* TASK DETAILS: Every line of the records that contains the string "خیابان" counts once; give the total and nothing else.

* RECORDS FOR THE EXERCISE:
————

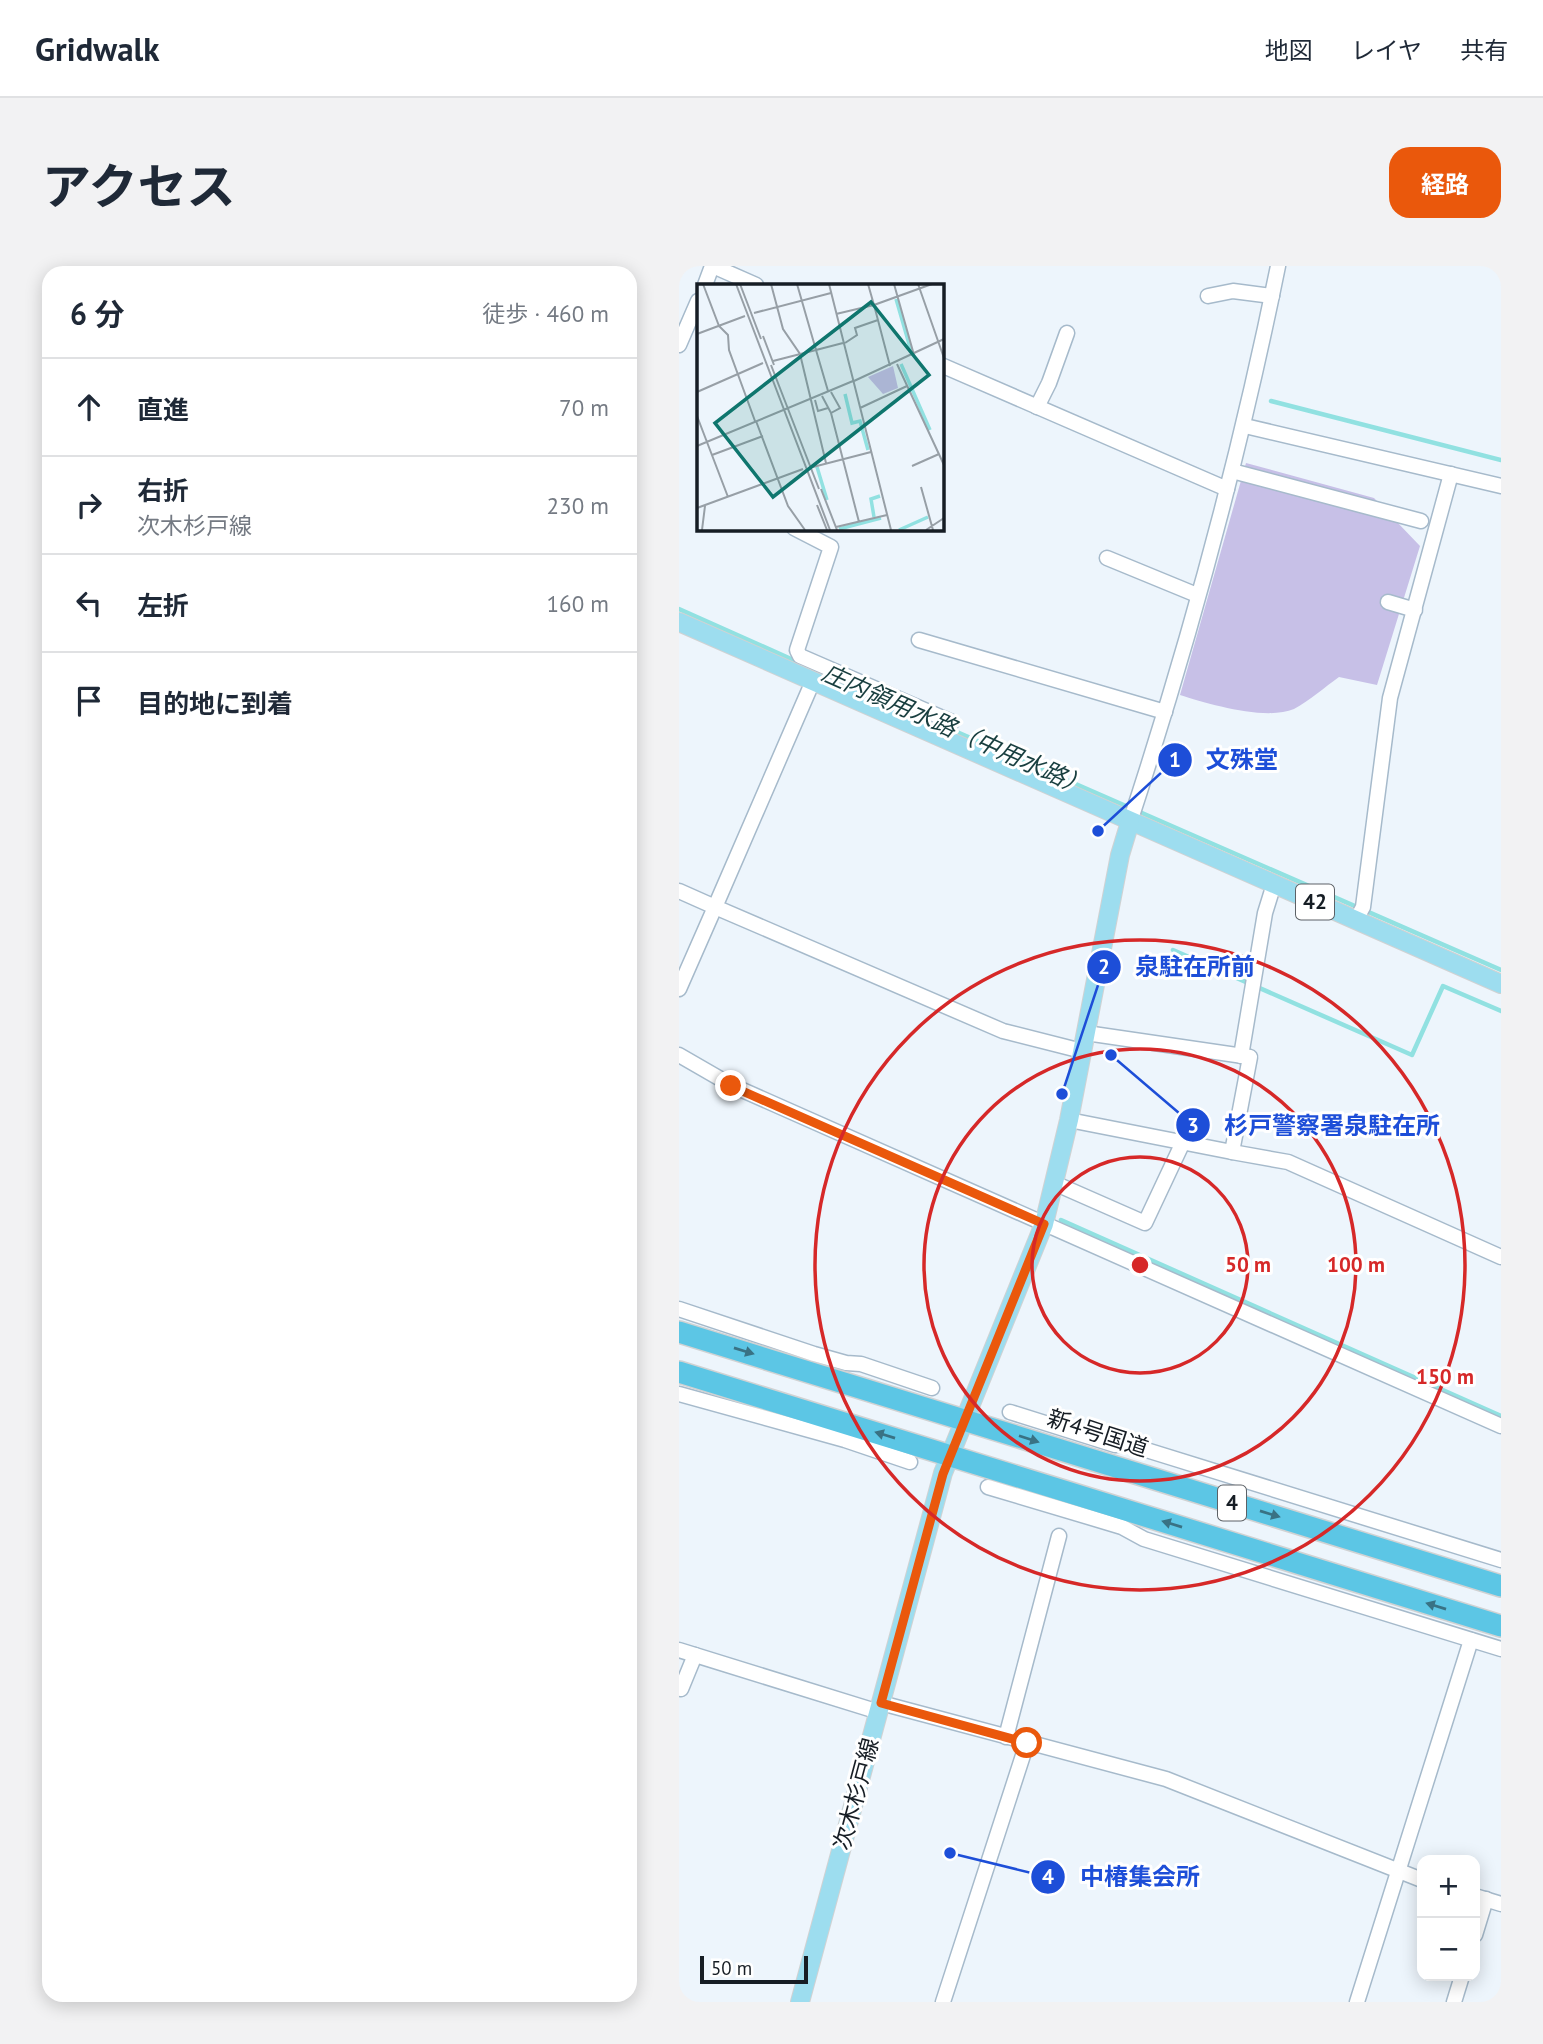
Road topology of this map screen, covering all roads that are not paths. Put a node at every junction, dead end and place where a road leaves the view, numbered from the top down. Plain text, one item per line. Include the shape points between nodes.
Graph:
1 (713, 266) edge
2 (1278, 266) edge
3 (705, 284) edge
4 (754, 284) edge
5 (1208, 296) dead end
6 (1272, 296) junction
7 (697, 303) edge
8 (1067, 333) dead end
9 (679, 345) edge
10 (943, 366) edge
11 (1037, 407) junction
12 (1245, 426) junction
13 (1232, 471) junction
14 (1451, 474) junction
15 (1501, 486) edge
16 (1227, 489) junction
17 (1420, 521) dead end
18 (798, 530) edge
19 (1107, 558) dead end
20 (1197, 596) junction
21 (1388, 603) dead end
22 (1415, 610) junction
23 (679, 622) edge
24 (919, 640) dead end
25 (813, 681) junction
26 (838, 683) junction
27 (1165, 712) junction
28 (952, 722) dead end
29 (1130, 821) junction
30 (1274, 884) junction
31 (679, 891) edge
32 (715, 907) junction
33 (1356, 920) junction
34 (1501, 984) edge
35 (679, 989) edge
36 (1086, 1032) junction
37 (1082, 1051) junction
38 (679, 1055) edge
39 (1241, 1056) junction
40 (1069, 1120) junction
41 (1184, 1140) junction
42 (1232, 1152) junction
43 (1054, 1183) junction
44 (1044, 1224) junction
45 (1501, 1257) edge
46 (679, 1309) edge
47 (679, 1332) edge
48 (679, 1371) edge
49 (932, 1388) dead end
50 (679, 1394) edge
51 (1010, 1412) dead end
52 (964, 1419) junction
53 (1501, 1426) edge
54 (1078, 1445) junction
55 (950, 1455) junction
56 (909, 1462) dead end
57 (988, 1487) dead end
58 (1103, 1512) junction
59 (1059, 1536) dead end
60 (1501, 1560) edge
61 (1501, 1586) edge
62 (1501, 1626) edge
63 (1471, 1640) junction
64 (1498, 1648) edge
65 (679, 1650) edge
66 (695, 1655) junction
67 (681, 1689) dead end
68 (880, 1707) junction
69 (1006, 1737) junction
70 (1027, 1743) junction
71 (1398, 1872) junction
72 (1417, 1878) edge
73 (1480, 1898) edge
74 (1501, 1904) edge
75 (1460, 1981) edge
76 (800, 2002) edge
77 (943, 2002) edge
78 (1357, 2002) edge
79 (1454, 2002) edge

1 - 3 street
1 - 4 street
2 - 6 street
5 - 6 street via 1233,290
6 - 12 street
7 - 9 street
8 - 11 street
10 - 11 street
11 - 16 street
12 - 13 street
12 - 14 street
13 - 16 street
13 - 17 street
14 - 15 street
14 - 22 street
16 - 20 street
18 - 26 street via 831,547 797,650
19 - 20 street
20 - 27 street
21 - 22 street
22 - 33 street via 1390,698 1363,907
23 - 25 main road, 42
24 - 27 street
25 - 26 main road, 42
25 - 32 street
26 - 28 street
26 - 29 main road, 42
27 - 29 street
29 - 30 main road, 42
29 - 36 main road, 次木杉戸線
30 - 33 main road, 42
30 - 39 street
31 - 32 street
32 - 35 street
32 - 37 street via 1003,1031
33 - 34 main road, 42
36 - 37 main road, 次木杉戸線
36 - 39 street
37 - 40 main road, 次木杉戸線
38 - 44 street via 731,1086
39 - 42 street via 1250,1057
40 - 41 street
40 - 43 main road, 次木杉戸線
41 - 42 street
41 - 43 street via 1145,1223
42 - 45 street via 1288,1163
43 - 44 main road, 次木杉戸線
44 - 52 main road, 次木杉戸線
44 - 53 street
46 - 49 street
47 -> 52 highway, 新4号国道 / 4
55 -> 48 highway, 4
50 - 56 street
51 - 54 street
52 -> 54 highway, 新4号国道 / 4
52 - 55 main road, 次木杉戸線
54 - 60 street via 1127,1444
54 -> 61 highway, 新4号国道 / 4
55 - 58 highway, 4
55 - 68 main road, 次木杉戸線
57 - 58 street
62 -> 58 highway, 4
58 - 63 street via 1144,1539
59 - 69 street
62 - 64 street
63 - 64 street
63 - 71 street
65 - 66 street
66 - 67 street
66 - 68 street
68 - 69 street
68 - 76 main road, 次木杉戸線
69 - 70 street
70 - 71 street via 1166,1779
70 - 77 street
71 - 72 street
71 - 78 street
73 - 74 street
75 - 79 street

————

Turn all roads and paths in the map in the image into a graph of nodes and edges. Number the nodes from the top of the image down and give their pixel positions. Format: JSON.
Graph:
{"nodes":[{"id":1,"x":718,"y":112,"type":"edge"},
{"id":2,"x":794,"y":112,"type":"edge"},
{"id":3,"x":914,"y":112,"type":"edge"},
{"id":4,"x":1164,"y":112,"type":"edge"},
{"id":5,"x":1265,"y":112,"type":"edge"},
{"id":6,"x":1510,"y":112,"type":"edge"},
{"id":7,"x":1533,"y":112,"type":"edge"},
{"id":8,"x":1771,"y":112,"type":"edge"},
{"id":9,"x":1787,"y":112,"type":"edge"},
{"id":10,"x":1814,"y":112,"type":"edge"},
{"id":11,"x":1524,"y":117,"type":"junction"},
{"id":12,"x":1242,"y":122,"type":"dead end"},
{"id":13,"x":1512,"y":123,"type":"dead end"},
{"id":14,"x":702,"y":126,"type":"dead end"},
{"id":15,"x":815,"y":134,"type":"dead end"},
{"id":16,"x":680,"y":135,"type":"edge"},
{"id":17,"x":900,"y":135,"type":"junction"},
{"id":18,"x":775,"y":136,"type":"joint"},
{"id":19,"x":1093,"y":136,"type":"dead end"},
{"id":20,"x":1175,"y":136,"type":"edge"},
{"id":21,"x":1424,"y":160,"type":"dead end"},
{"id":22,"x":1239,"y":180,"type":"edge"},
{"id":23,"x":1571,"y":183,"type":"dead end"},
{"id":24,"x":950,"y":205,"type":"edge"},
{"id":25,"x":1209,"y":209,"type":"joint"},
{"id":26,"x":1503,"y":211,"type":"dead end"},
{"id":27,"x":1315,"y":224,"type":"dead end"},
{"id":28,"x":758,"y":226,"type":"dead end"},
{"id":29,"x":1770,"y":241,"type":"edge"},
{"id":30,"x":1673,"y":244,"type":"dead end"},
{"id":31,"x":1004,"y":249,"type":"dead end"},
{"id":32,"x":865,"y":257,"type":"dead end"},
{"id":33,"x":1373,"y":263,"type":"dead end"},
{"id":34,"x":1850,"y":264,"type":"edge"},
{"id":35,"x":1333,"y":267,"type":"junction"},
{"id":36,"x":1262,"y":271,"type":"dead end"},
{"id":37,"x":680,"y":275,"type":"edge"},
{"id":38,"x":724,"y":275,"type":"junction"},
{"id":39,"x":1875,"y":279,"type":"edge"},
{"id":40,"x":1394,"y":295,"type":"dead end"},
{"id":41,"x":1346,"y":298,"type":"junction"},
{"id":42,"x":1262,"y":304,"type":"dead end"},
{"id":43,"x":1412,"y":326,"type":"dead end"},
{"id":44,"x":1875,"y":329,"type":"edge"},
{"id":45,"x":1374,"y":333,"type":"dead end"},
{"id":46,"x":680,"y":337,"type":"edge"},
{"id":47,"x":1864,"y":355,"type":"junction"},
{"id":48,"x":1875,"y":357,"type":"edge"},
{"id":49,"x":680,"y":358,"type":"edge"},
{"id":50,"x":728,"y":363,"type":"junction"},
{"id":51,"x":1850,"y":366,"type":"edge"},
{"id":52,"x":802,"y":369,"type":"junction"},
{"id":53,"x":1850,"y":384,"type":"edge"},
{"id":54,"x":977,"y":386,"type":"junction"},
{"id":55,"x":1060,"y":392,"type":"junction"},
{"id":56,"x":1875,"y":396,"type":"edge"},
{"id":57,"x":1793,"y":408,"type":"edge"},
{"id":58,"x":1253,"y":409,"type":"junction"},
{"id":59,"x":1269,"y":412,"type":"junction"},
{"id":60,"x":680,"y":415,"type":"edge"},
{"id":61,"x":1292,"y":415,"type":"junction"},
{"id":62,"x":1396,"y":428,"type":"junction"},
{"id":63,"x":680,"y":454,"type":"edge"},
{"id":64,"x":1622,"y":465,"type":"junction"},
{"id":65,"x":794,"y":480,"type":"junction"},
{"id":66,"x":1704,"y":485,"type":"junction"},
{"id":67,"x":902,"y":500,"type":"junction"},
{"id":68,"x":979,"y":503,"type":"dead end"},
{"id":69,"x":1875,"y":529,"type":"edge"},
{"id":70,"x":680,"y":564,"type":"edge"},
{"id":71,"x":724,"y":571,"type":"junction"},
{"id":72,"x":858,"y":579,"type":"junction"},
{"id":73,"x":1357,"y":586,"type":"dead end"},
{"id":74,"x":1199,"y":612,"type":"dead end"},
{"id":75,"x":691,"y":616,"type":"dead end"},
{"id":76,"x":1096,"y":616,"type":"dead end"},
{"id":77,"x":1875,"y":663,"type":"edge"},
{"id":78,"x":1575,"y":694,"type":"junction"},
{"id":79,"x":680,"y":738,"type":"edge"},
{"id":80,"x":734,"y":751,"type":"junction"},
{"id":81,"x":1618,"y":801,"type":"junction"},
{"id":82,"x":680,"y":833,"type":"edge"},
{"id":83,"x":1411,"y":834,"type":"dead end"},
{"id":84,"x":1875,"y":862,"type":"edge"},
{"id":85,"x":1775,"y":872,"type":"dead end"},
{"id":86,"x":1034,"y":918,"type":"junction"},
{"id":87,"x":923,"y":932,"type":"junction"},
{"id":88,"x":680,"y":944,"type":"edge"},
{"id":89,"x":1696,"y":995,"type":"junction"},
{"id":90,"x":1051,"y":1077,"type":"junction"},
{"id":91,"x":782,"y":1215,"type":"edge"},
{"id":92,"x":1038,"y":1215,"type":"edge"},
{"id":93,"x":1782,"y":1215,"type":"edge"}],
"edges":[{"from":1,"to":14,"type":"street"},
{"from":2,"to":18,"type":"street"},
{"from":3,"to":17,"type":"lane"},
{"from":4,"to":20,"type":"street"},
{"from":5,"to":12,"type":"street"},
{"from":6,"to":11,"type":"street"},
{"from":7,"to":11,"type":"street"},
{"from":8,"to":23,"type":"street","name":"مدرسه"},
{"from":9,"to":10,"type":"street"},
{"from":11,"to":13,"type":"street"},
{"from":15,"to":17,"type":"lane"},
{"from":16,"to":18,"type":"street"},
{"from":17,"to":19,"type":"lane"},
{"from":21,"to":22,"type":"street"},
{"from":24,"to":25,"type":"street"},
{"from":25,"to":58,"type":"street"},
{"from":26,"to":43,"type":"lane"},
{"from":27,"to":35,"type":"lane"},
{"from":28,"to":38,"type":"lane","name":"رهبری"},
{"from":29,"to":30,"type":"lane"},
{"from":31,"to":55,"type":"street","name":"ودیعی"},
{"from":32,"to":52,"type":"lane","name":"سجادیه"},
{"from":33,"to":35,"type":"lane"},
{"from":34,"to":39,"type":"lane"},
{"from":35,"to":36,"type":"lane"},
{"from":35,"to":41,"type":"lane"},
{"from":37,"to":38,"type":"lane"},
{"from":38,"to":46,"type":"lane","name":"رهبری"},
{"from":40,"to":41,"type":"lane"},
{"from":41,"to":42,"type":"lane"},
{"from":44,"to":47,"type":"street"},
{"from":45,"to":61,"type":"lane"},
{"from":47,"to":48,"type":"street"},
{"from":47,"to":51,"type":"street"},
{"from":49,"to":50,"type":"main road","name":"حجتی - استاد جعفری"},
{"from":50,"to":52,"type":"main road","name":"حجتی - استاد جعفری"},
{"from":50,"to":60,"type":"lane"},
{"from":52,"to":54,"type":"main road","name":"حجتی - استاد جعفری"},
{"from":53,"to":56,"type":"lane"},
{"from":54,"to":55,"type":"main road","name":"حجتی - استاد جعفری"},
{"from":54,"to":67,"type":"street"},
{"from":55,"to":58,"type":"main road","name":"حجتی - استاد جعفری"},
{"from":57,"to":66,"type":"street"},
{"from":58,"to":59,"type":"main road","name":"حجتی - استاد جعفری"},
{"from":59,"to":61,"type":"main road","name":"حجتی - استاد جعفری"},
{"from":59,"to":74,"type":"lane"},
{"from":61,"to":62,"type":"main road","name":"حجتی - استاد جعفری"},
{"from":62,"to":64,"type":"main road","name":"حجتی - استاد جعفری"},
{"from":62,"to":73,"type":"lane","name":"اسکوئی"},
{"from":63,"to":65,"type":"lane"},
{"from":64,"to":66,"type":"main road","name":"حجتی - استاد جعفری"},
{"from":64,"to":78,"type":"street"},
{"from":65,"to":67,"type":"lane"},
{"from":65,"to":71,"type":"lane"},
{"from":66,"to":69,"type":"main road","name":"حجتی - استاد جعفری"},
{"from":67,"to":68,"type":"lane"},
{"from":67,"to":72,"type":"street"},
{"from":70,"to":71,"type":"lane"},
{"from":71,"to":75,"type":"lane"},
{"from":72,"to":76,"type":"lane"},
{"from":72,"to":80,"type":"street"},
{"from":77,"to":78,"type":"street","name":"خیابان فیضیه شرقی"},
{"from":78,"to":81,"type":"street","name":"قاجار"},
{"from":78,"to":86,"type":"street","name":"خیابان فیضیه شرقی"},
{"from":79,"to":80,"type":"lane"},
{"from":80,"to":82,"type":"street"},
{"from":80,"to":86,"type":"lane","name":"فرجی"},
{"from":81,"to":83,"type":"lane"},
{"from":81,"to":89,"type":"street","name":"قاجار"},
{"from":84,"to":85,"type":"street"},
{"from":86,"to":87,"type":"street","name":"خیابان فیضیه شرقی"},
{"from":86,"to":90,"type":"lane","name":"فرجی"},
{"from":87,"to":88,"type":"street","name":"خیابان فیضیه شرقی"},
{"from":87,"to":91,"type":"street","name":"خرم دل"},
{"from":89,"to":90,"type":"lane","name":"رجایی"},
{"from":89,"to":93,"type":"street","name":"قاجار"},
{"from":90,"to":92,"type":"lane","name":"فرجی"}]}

————

* ANSWER TO THIS EXERCISE: 4